Siehste, geht doch! Ulrich Schreiber, Initiator des Berliner Literaturfestivals, zieht eine durchaus positive Bilanz

„Aber diese Gedichte haben doch tausende gelesen!“ Ulrich Schreiber versteht schon die Frage nicht. Ob es nicht sinnvoll wäre, beim Internationalen Literaturfestival im nächsten Jahr stärker auf Prosa zu setzen, die doch publikumsträchtiger und kommunikativer als die von ihm so bevorzugte Poesie wäre.

Es ist Sonntag, und das Festival, das unsere Hauptstadt, so darf man sagen, mehr als eine Woche lang durchaus in Atem hielt, geht im Berliner Ensemble zu Ende. Auch am Abschlusstag ist das Programm noch einmal ebenso vielfältig wie erschöpfend: Es lesen so unterschiedliche Autoren wie Antonio Tabucchi (Italien), Marina Colasanti (Brasilien) und Kazuko Shiraishi (Japan), dazu viel Musik und ganz am Ende sogar noch ein „literarisch-musikalisches Nachtcafé über die Entstehung der ‚Dreigroschenoper‘ “. Das eigentliche Leben spielt sich jedoch in dem großen Innenhof hinter dem BE ab. Im strahlenden Sonnenschein sitzen Autoren und Besucher, Festivalleiter und Zeitungsmenschen, Gut und Böse ganz entspannt zusammen.

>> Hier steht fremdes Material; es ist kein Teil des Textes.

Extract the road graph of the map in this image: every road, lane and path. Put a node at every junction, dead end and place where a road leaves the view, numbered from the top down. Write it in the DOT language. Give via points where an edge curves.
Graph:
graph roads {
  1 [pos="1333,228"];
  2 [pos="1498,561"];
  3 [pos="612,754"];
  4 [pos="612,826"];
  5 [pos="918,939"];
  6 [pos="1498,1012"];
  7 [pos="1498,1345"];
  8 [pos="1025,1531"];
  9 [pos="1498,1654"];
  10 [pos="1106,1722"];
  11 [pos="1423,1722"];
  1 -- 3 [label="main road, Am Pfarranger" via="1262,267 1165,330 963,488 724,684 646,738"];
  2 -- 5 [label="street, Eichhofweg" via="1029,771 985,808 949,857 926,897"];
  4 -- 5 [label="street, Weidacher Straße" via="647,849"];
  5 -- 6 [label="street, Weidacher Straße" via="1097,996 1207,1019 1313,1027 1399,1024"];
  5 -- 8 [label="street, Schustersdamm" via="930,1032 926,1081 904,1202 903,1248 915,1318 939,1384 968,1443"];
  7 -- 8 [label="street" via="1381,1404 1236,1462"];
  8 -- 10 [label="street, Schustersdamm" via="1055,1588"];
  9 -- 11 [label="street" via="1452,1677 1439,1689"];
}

Siehste, geht doch: Poetry makes the people come together, so wie es vom Initiator des Festivals gedacht gewesen war. Ulrich Schreiber, für den der Russe Alexander Kopanev gerade ein naturgemäß todtrauriges Liebeslied schmettert, hat es geschafft: Nach den zehn Veranstaltungstagen kommt man, wenn man über das Internationale Literaturfestival spricht, an seiner Person nicht mehr vorbei.

Am Donnerstag hatte Ulrich Schreiber seinen größten Coup gelandet: zunächst einer in seinen Augen überkritischen Presse die Leviten gelesen (was prompt Wirkung zeigte – bereits am Samstag schrieb die Berliner Zeitung wieder lammfromm und mit besten Wünschen), um dann beim offiziellen Empfang im Roten Rathaus schon mal den Termin für das nächste Festival bekannt zu geben (vom 13. bis 23. Juni 2002), das wiederum hauptsächlich von der Deutschen Klassenlotterie gesponsert werden soll.

Und auch auf der Abschlussfeier im BE ist Schreiber allgegenwärtig, läuft herum, ist für jeden ansprechbar und lässt doch nicht mit sich reden. Er hat etwas von der selbstverständlichen Überzeugungsfähigkeit eines Politikers an sich und wirkt gleichzeitig wie ein Missionar. Unter all diesen Leuten scheint er seltsam abwesend und entrückt, fast ein wenig einsam. Aber das ist natürlich alles Spekulation, man könnte auch sagen: Poesie.

Was bleibt, sind für Ulrich Schreiber die positiven Eindrücke von seinem Festival. Die Begeisterung der Autoren, die Entdeckung der Sophiensaele als Veranstaltungsort, das von Jakob Mattner gestaltete Bühnenbild, der Publikumszuspruch und der Erfolg der Aktion „Berlin flaggt: Poesie!“. Natürlich müsse man einiges überdenken: die Koordination des Rahmenprogramms beispielsweise, die doch zum Teil recht mäßig besuchten Kinoveranstaltungen oder Jugendbuchlesungen, die man noch besser und rechtzeitiger publik machen könnte. Aber alles in allem sei er sehr zufrieden.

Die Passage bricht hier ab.